◆ Task requirements ◆
From the entries below, transcribe exactly the lines between the line holding "middle mcp: (1216, 986)" and the line holding "thumb tip: (1095, 979)", inclusive; skip all other lines.

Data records
------------------------
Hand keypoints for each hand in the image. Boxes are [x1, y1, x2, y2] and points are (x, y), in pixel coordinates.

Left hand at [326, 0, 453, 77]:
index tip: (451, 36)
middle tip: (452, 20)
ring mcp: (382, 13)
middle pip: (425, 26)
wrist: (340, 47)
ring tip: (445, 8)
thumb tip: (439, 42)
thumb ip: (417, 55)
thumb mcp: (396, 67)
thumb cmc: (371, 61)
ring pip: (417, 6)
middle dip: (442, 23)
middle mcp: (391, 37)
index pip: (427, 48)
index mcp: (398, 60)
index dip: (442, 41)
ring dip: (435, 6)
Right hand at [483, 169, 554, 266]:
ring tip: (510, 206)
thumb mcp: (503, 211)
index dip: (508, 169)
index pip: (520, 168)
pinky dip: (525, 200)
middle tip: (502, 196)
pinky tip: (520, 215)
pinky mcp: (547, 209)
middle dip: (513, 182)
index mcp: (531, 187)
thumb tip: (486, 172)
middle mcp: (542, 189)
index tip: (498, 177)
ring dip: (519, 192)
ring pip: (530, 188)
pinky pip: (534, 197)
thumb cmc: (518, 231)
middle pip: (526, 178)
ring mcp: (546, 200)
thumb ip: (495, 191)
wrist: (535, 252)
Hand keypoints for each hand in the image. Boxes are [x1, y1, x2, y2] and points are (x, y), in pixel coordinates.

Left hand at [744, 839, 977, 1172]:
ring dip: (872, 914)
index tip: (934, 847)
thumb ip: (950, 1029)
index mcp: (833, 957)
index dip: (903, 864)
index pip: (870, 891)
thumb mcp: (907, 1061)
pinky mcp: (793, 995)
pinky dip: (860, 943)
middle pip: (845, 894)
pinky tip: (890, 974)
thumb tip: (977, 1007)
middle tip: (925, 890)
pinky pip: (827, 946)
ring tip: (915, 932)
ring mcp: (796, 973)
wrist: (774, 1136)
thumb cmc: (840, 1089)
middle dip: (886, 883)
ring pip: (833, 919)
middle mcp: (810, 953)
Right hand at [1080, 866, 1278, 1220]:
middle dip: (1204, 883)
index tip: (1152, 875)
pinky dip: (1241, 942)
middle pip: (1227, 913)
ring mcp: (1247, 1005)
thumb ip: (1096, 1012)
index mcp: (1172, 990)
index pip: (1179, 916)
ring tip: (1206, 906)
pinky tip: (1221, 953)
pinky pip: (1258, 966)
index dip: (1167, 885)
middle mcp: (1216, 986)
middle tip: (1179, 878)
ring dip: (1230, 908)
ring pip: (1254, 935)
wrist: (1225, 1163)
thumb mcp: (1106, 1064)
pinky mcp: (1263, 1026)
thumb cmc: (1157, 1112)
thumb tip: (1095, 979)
------------------------
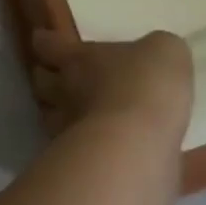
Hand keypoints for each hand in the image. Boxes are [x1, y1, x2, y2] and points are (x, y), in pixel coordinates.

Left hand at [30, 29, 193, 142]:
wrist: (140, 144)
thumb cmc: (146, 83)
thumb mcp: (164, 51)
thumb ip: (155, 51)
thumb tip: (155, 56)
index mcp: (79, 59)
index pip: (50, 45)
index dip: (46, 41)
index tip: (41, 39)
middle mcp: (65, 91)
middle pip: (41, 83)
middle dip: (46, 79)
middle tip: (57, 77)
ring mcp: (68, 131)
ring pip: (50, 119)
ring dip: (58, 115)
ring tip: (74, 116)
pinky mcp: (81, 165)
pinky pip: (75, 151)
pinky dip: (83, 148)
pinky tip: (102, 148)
------------------------
◆ Result of the task ◆
middle mcp: (1216, 986)
middle tip: (1179, 878)
ring dip: (1230, 908)
ring pip: (1254, 935)
wrist: (1225, 1163)
thumb mcp: (1106, 1064)
pinky mcp: (1263, 1026)
thumb cmc: (1157, 1112)
thumb tip: (1095, 979)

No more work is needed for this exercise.